Brincando um pouco, diria que se a direção executiva for feminina, a empresa ganhará a certeza de que as equipas de liderança não serão compostas apenas por mulheres! Vários estudos indicam a maior versatilidade feminina em formar equipas marcadas pela diversidade de género, comparativamente aos homens, conferindo às instituições a dinâmica de diversidade que as enriquece. Porém, penso que o mais importante é combater esta ideia de que se ganha ou se perde por optar por este ou aquele género enquanto líder. Importa que quem lidera o faça por vocação, com sentido de verdadeiro serviço, como um exercício do seu caráter. E para isto não importa se é mulher ou se é homem, importa ser pessoa. Ganhamos com a adequação do líder à missão da organização, com o alinhamento com os valores, com o respeito pela entidade e seus colaboradores.
De que forma o seu percurso profissional, tão rico e diversificado, fez de si uma melhor líder?
Como disse, vejo a liderança como um exercício do caráter e este vai-se edificando ao longo da vida. A mulher que sou hoje resulta desse percurso que refere como rico e diversificado. Se sou o que sou devo-o em muito à riqueza e diversidade de pessoas, de locais de trabalho, de experiências e projetos, de oportunidades e dificuldades com que contracenei até ao momento. Sou muito grata pelo tanto que a Vida, e o seu Autor, pois sou uma mulher de fé, me têm proporcionado viver. Os contrastes, a diversidade nem sempre fácil de gerir e lidar, a exigência das responsabilidades, os compromissos foram-me levando a viver esta realidade do ser para além do fazer. E penso ser este ponto que faz de mim melhor, não porque seja melhor que os outros, mas porque me torna muito consciente de onde estou, de quais são as minhas limitações e pontos fortes, de onde não quero estar e para onde quero caminhar.
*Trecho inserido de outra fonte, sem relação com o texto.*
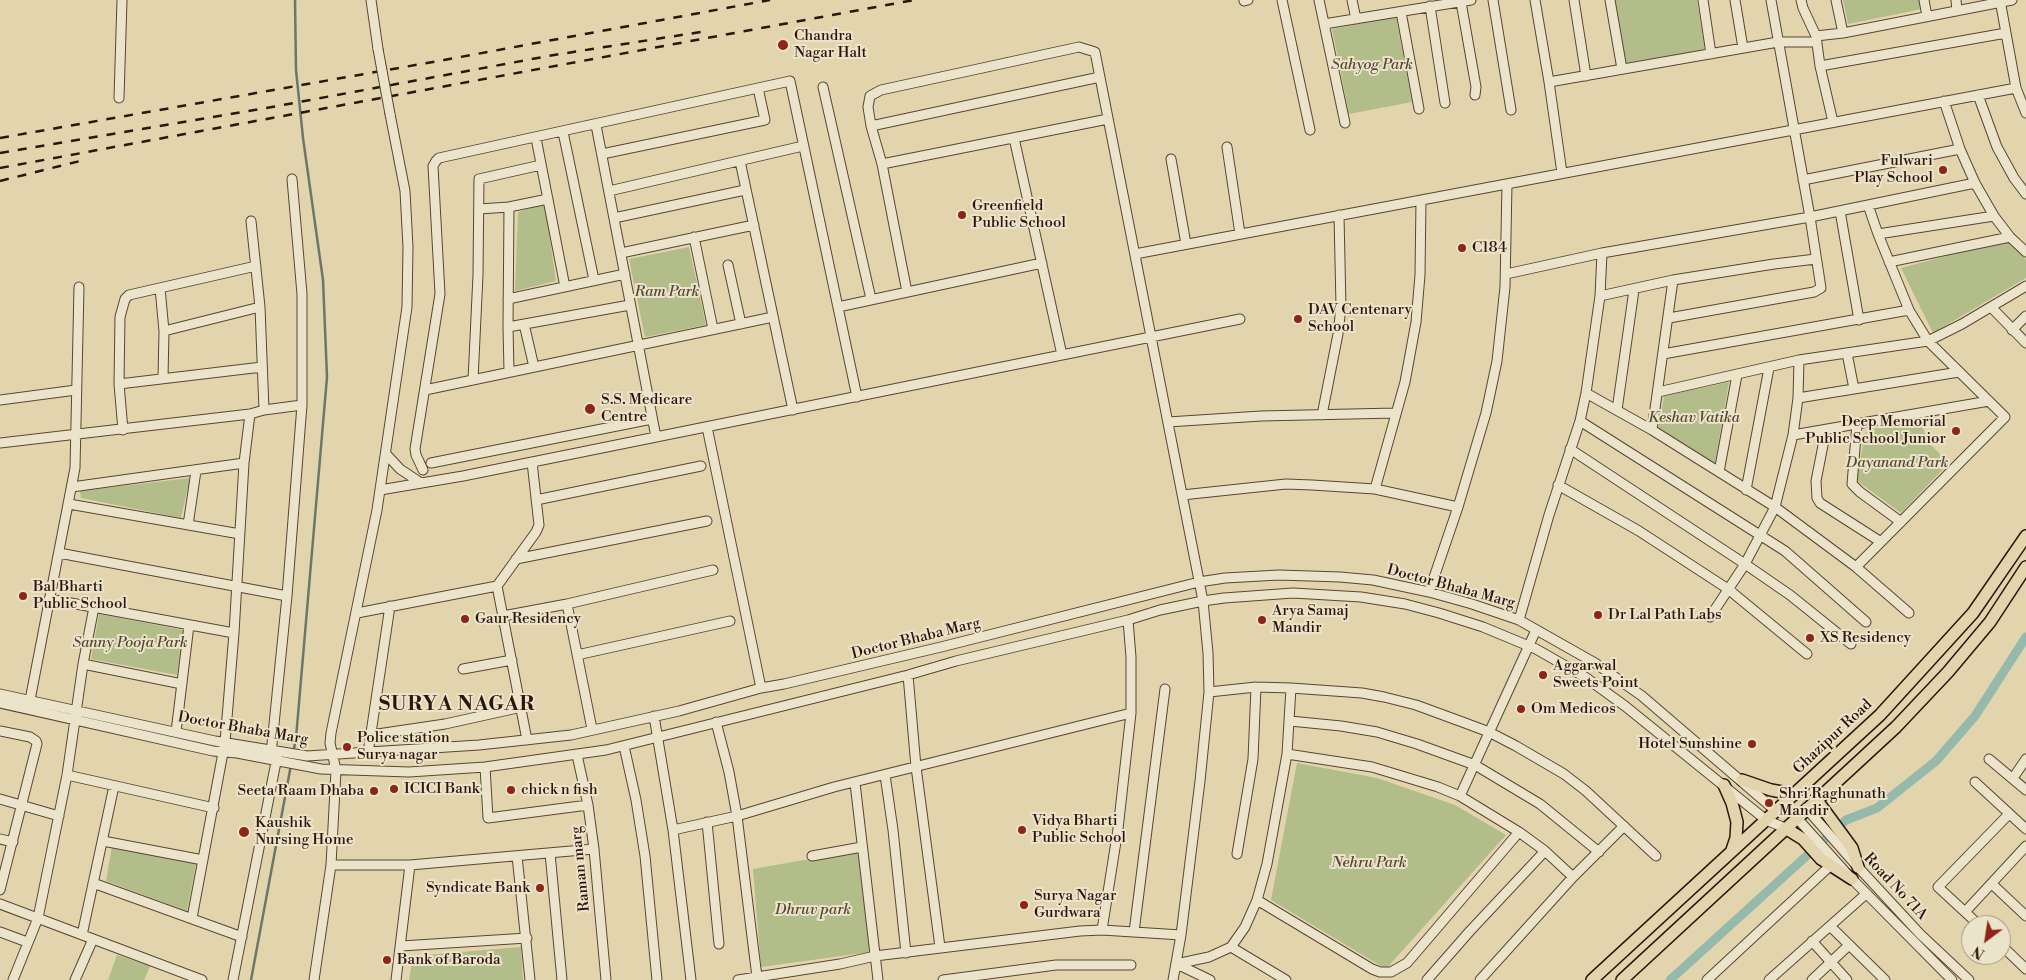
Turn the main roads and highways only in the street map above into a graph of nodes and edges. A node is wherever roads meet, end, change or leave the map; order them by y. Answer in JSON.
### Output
{"nodes":[{"id":1,"x":2026,"y":536,"type":"edge"},
{"id":2,"x":2026,"y":567,"type":"edge"},
{"id":3,"x":1737,"y":777,"type":"road end"},
{"id":4,"x":1810,"y":779,"type":"junction"},
{"id":5,"x":1724,"y":785,"type":"road end"},
{"id":6,"x":1793,"y":794,"type":"junction"},
{"id":7,"x":1819,"y":797,"type":"junction"},
{"id":8,"x":1785,"y":828,"type":"junction"},
{"id":9,"x":1732,"y":852,"type":"junction"},
{"id":10,"x":1858,"y":867,"type":"road end"},
{"id":11,"x":1852,"y":879,"type":"road end"},
{"id":12,"x":1592,"y":980,"type":"edge"},
{"id":13,"x":1622,"y":980,"type":"edge"}],
"edges":[{"from":1,"to":4,"type":"main road","name":"Ghazipur Road"},
{"from":2,"to":7,"type":"main road"},
{"from":3,"to":6,"type":"main road"},
{"from":4,"to":6,"type":"main road","name":"Ghazipur Road"},
{"from":4,"to":7,"type":"main road"},
{"from":5,"to":9,"type":"main road"},
{"from":6,"to":9,"type":"main road","name":"Ghazipur Road"},
{"from":7,"to":8,"type":"main road"},
{"from":7,"to":10,"type":"main road"},
{"from":8,"to":11,"type":"main road"},
{"from":8,"to":13,"type":"main road"},
{"from":9,"to":12,"type":"main road","name":"Ghazipur Road"}]}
“Ter mestres, gente que nos inspira, é fundamental. Porém, que não caiam no erro de se anular para ser como outros a quem admirem e reconheçam mestria”.
Que sugestões pode partilhar com as jovens executivas que estão a começar uma carreira profissional, para que consigam fazer valer as suas competências e capacidades num mundo empresarial que ainda é dominado por homens?
Em primeiro lugar, sugiro que se conheçam a si mesmas e que queiram ser elas próprias. Ter mestres, gente que nos inspira, é fundamental. Porém, que não caiam no erro de se anular para ser como outros a quem admirem e reconheçam mestria. A autenticidade, a verdade deverão ser marcas pessoais de mulheres capazes de se inspirar noutros e de agir de forma única, porque são únicas! Que nunca duvidem das suas capacidades e não desistam de potenciar competências e talentos em si mesmas. Que estudem, invistam, sejam intelectualmente ativas, criativas e vivam apaixonadas e não instaladas.
Por outro lado, que acreditem que é possível fazer uma carreira de sucesso e ser uma mulher feliz na sociedade, na família, nos outros lugares da vida para além do trabalho. E feliz também no trabalho. A integração de diversos papéis é um enorme desafio. Ouso dizer que é dos desafios mais complexos, mas também mais bonitos que podemos abraçar. E falando na primeira pessoa, digo-lhes: vale a pena! Conscientes das competências e capacidades que as assistam, mais que procurar ter sucesso, que invistam em ser mulheres de sucesso!